The lower ten positions represented (from top to bottom) the digits 0 through 9. The top two positions of a column were called zone punches, 12 (top) and 11. Originally only numeric information was punched, with 1 punch per column indicating the digit. Signs could be added to a field by overpunching the least significant digit with a zone punch: 12 for plus and 11 for minus.
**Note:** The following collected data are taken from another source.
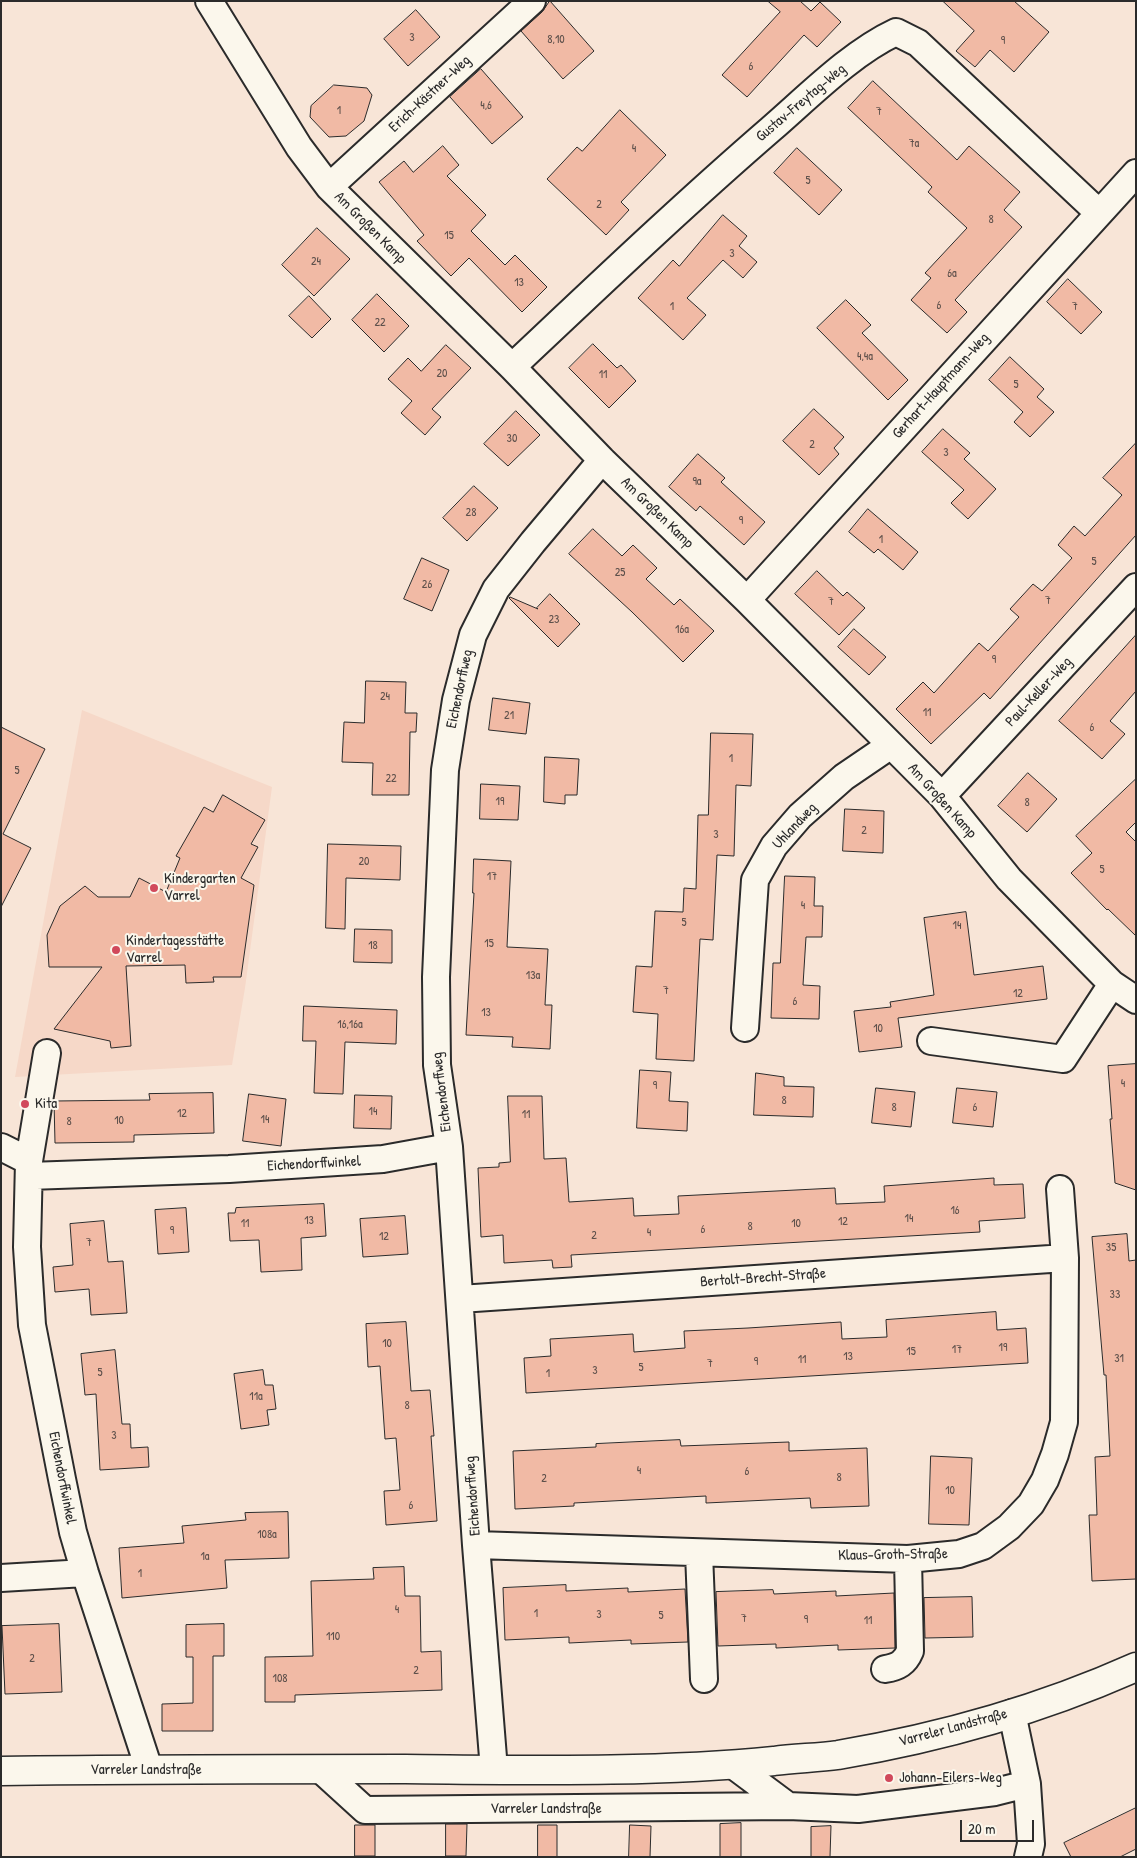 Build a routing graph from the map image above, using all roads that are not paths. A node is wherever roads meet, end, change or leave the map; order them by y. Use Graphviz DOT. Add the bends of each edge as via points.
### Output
graph roads {
  1 [pos="209,1"];
  2 [pos="532,1"];
  3 [pos="1136,173"];
  4 [pos="329,187"];
  5 [pos="1099,213"];
  6 [pos="512,367"];
  7 [pos="602,460"];
  8 [pos="1136,587"];
  9 [pos="747,600"];
  10 [pos="891,745"];
  11 [pos="942,796"];
  12 [pos="1112,984"];
  13 [pos="1136,1000"];
  14 [pos="745,1028"];
  15 [pos="931,1041"];
  16 [pos="47,1053"];
  17 [pos="1,1146"];
  18 [pos="449,1147"];
  19 [pos="29,1169"];
  20 [pos="1060,1189"];
  21 [pos="1065,1258"];
  22 [pos="460,1299"];
  23 [pos="476,1545"];
  24 [pos="699,1553"];
  25 [pos="908,1559"];
  26 [pos="85,1573"];
  27 [pos="1,1578"];
  28 [pos="1136,1667"];
  29 [pos="885,1668"];
  30 [pos="704,1679"];
  31 [pos="1012,1713"];
  32 [pos="732,1765"];
  33 [pos="149,1769"];
  34 [pos="320,1769"];
  35 [pos="494,1770"];
  36 [pos="1,1771"];
  37 [pos="1027,1784"];
  38 [pos="788,1806"];
  39 [pos="1028,1857"];
  1 -- 4 [label="street, Am Großen Kamp" via="294,139"];
  2 -- 4 [label="street, Erich-Kästner-Weg"];
  3 -- 5 [label="street, Gerhart-Hauptmann-Weg"];
  4 -- 6 [label="street, Am Großen Kamp"];
  5 -- 6 [label="street, Gustav-Freytag-Weg" via="918,43 896,32 859,55 796,107 700,191"];
  5 -- 9 [label="street, Gerhart-Hauptmann-Weg"];
  6 -- 7 [label="street, Am Großen Kamp"];
  7 -- 9 [label="street, Am Großen Kamp"];
  7 -- 18 [label="street, Eichendorffweg" via="496,589 473,635 456,700 445,770 436,977 437,1065"];
  8 -- 11 [label="street, Paul-Keller-Weg"];
  9 -- 10 [label="street, Am Großen Kamp"];
  10 -- 11 [label="street, Am Großen Kamp"];
  10 -- 14 [label="street, Uhlandweg" via="844,777 800,816 774,846 755,880"];
  11 -- 12 [label="street, Am Großen Kamp" via="1009,878"];
  12 -- 13 [label="street, Am Großen Kamp"];
  12 -- 15 [label="street" via="1063,1059"];
  16 -- 19 [label="street, Eichendorffwinkel"];
  17 -- 19 [label="street"];
  18 -- 19 [label="street, Eichendorffwinkel" via="383,1160 229,1169"];
  18 -- 22 [label="street, Eichendorffweg"];
  19 -- 26 [label="street, Eichendorffwinkel" via="27,1247 32,1325 73,1532"];
  20 -- 21 [label="street, Klaus-Groth-Straße"];
  21 -- 22 [label="street, Bertolt-Brecht-Straße"];
  21 -- 25 [label="street, Klaus-Groth-Straße" via="1064,1422 1045,1480 1031,1504 1009,1528 983,1546 959,1554"];
  22 -- 23 [label="street, Eichendorffweg"];
  23 -- 24 [label="street, Klaus-Groth-Straße"];
  23 -- 35 [label="street, Eichendorffweg"];
  24 -- 25 [label="street, Klaus-Groth-Straße"];
  24 -- 30 [label="street"];
  25 -- 29 [label="street" via="910,1651 897,1667"];
  26 -- 27 [label="street"];
  26 -- 33 [label="street, Eichendorffwinkel"];
  28 -- 31 [label="main road, Varreler Landstraße"];
  31 -- 32 [label="main road, Varreler Landstraße" via="894,1744 835,1755"];
  31 -- 37 [label="street"];
  32 -- 35 [label="main road, Varreler Landstraße"];
  32 -- 38 [label="street"];
  33 -- 34 [label="main road, Varreler Landstraße"];
  33 -- 36 [label="main road, Varreler Landstraße"];
  34 -- 35 [label="main road, Varreler Landstraße"];
  34 -- 38 [label="street, Varreler Landstraße" via="365,1810"];
  37 -- 38 [label="street, Varreler Landstraße" via="995,1792 858,1809"];
  37 -- 39 [label="street" via="1031,1844"];
}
Zone punches had other uses in processing as well, such as indicating a master record.

     ______________________________________________
    /&-0123456789ABCDEFGHIJKLMNOPQR/STUVWXYZ
 Y / x           xxxxxxxxx
 X|   x                   xxxxxxxxx
 0|    x                           xxxxxxxxx
 1|     x        x        x        x
 2|      x        x        x        x
 3|       x        x        x        x
 4|        x        x        x        x
 5|         x        x        x        x
 6|          x        x        x        x
 7|           x        x        x        x
 8|            x        x        x        x
 9|             x        x        x        x
  |________________________________________________

 Reference:[23] Note: The Y and X zones were also called the 12 and 11 zones, respectively.

Binary punched card.

Later, multiple punches were introduced for upper-case letters and special characters.[24] A letter had two punches (zone [12,11,0] + digit [1-9]); most special characters had two or three punches (zone [12,11,0,or none] + digit [2-7] + 8); a few special characters were exceptions (in EBCDIC "&" was 12 only, "-" was 11 only, and "/" was 0 + 1). With these changes, the information represented in a column by a combination of zones [12, 11] and digits [1-9] was dependent on the use of that column. For example the combination "12-1" was the letter "A" in an alphabetic column, a plus signed digit "1" in a signed numeric column, or an unsigned digit "1" in a column where the "12" had some other use. The introduction of EBCDIC in 1964 allowed columns with as many as six punches (zones [12,11,0,8,9] + digit [1-7]). IBM and other manufacturers used many different 80-column card character encodings.[25][26] A 1969 American National Standard defined the punches for 128 characters and was named the Hollerith Punched Card Code (often referred to simply as Hollerith Card Code), honoring Hollerith.[27]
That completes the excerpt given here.